A ce rythme, il y a bien lieu de s’inquiéter sur le sort de nos futurs cadres? Déjà dans certaines écoles catholiques associées, l’on se dit si rien n’est fait jusqu’à la  fin du mois de novembre, l’année sera invalidée. Car, ils ont beaucoup d’enseignants qui sont en grève. Même son de cloche du côté du collège Evangélique. Le temps court et rien de clair ne semble filtrer des différentes rencontres entre les acteurs politiques et ceux de la société civile pour mettre fin à ce débrayage qui n’a que trop duré. Le premier trimestre est d’avance perdu pour ceux des écoles publiques. Il  ne restera que cinq mois de cours en gros pour ceux des grands centres. Dans les provinces, il faut compter avec trois mois car dès les premières pluies les classes sont vidées.

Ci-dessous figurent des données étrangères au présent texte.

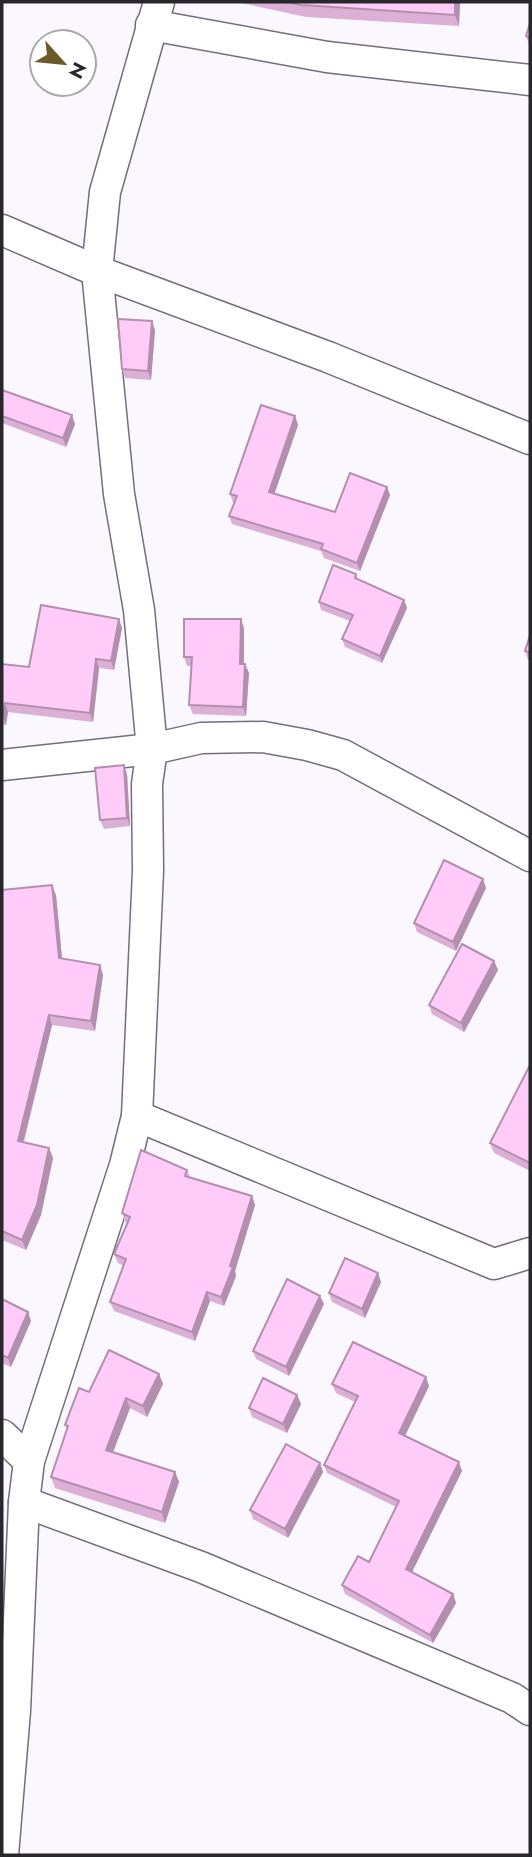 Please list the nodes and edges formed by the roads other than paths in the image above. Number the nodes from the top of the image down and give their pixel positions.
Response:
1 (155, 13) edge
2 (530, 80) edge
3 (2, 230) edge
4 (97, 271) junction
5 (530, 439) edge
6 (152, 749) junction
7 (2, 765) edge
8 (530, 856) edge
9 (137, 1116) junction
10 (530, 1253) edge
11 (2, 1435) edge
12 (29, 1461) junction
13 (24, 1503) junction
14 (530, 1710) edge
15 (3, 1855) edge

1 - 2 street
1 - 4 street
3 - 4 street
4 - 5 street
4 - 6 street
6 - 7 street
6 - 8 street
6 - 9 street
9 - 10 street
9 - 12 street
11 - 12 street
12 - 13 street
13 - 14 street
13 - 15 street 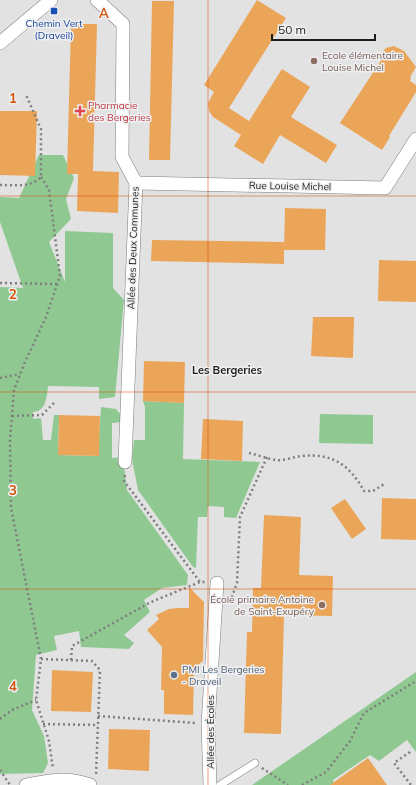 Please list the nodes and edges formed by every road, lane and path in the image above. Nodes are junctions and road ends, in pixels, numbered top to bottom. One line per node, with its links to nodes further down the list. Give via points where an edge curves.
1 (52, 0): 3 (street)
2 (97, 0): 7 (street, Allée des Deux Communes, via 123,24 122,157)
3 (0, 43)
4 (26, 95): 6 (path, via 41,129)
5 (416, 139): 7 (street, Rue Louise Michel, via 385,188)
6 (41, 177): 8 (path, via 37,182 28,184); 10 (path, via 49,190 60,276)
7 (136, 183): 17 (street, Allée des Deux Communes)
8 (0, 185)
9 (0, 283): 10 (path)
10 (58, 284): 11 (path)
11 (20, 374): 12 (path); 14 (path, via 14,390)
12 (0, 378)
13 (55, 402): 14 (path, via 42,415)
14 (12, 416): 22 (path, via 11,508)
15 (249, 453): 16 (path)
16 (267, 457): 18 (path, via 277,460 314,455 334,459 347,468 364,490 373,491); 21 (path, via 240,517 237,583)
17 (125, 462): 19 (path, via 124,481)
18 (386, 483)
19 (200, 582): 20 (path); 23 (path, via 151,602 72,646)
20 (217, 583): 29 (street, Allée des Écoles)
21 (229, 604)
22 (41, 659): 23 (path); 25 (path)
23 (71, 660): 26 (path, via 92,661 100,670)
24 (416, 681): 41 (path, via 364,713 350,741 326,772)
25 (36, 700): 27 (path, via 12,710); 28 (path)
26 (98, 716): 29 (path); 30 (path)
27 (0, 719)
28 (43, 724): 30 (path); 34 (path, via 49,741)
29 (208, 724): 38 (street, Allée des Écoles)
30 (98, 725): 35 (path)
31 (410, 752): 42 (path, via 394,763)
32 (254, 763): 39 (lane); 40 (path)
33 (0, 770): 36 (path)
34 (54, 780): 35 (street); 37 (street)
35 (93, 781)
36 (10, 785)
37 (26, 785)
38 (210, 785)
39 (220, 785)
40 (288, 785)
41 (302, 785)
42 (411, 785) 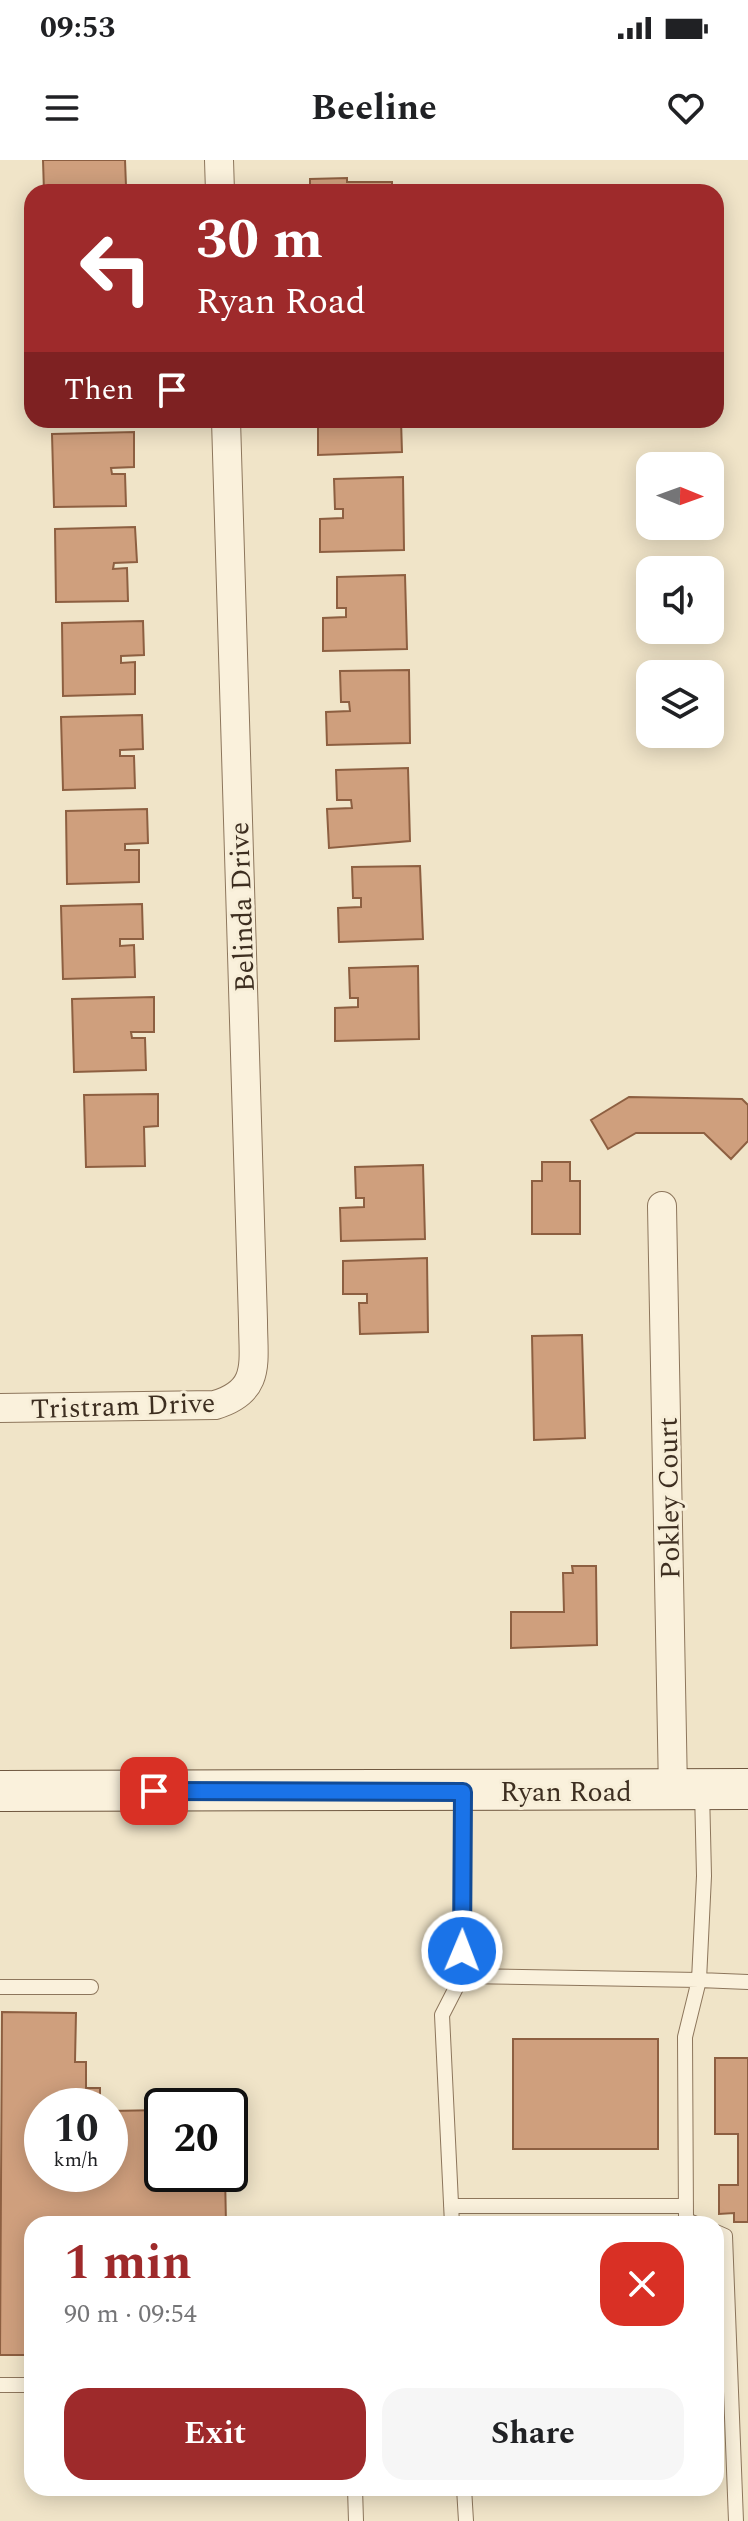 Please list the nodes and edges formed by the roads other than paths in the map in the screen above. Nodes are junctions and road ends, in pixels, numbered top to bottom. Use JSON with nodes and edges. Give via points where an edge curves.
{"nodes":[{"id":1,"x":219,"y":160,"type":"edge"},
{"id":2,"x":220,"y":184,"type":"edge"},
{"id":3,"x":226,"y":428,"type":"edge"},
{"id":4,"x":662,"y":1206,"type":"dead end"},
{"id":5,"x":244,"y":1393,"type":"joint"},
{"id":6,"x":0,"y":1408,"type":"edge"},
{"id":7,"x":748,"y":1789,"type":"edge"},
{"id":8,"x":687,"y":1790,"type":"junction"},
{"id":9,"x":0,"y":1791,"type":"edge"},
{"id":10,"x":463,"y":1792,"type":"junction"},
{"id":11,"x":462,"y":1976,"type":"junction"},
{"id":12,"x":699,"y":1980,"type":"junction"},
{"id":13,"x":748,"y":1982,"type":"edge"},
{"id":14,"x":0,"y":1987,"type":"edge"},
{"id":15,"x":91,"y":1987,"type":"dead end"},
{"id":16,"x":451,"y":2206,"type":"junction"},
{"id":17,"x":686,"y":2206,"type":"junction"},
{"id":18,"x":452,"y":2216,"type":"edge"},
{"id":19,"x":686,"y":2216,"type":"edge"},
{"id":20,"x":724,"y":2236,"type":"edge"},
{"id":21,"x":0,"y":2385,"type":"edge"},
{"id":22,"x":24,"y":2385,"type":"edge"},
{"id":23,"x":355,"y":2496,"type":"edge"},
{"id":24,"x":464,"y":2496,"type":"edge"},
{"id":25,"x":356,"y":2521,"type":"edge"},
{"id":26,"x":466,"y":2521,"type":"edge"},
{"id":27,"x":736,"y":2521,"type":"edge"}],
"edges":[{"from":1,"to":2,"type":"street"},
{"from":3,"to":5,"type":"street","name":"Belinda Drive","via":[[253,1321],[253,1368]]},
{"from":4,"to":8,"type":"street","name":"Pokley Court"},
{"from":5,"to":6,"type":"street","name":"Tristram Drive","via":[[200,1407]]},
{"from":7,"to":8,"type":"main road","name":"Ryan Road"},
{"from":8,"to":10,"type":"main road","name":"Ryan Road"},
{"from":8,"to":12,"type":"lane","via":[[704,1876]]},
{"from":9,"to":10,"type":"main road","name":"Ryan Road"},
{"from":10,"to":11,"type":"lane"},
{"from":11,"to":12,"type":"lane"},
{"from":11,"to":16,"type":"lane","via":[[442,2015]]},
{"from":12,"to":13,"type":"lane"},
{"from":12,"to":17,"type":"lane","via":[[685,2037]]},
{"from":14,"to":15,"type":"lane"},
{"from":16,"to":17,"type":"lane"},
{"from":16,"to":18,"type":"lane"},
{"from":17,"to":19,"type":"lane"},
{"from":20,"to":27,"type":"lane"},
{"from":21,"to":22,"type":"lane"},
{"from":23,"to":25,"type":"lane"},
{"from":24,"to":26,"type":"lane"}]}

Un des éléments non des moindres qu’il faut soulever, est ce que les autres accepteront-ils de voir les autres continuer ? Malgré que les forces de l’ordre soient postées devant chaque établissement pour dissuader tout mouvement de perturbations, les élèves arrivent au cours avec une peur de subir de représailles à tout moment. En province, les établissements privés ont presque fermé à cause des menaces. C’est N’djaména seul qui résiste mais pour combien de temps ?

Le Tchad étant un pays extraordinaire ainsi, l’on peut s’attendre à des scénarios de tout genre pour juguler la crise scolaire. L’on va peut être validé l’année avec trois mois de cours. Attendons de voir.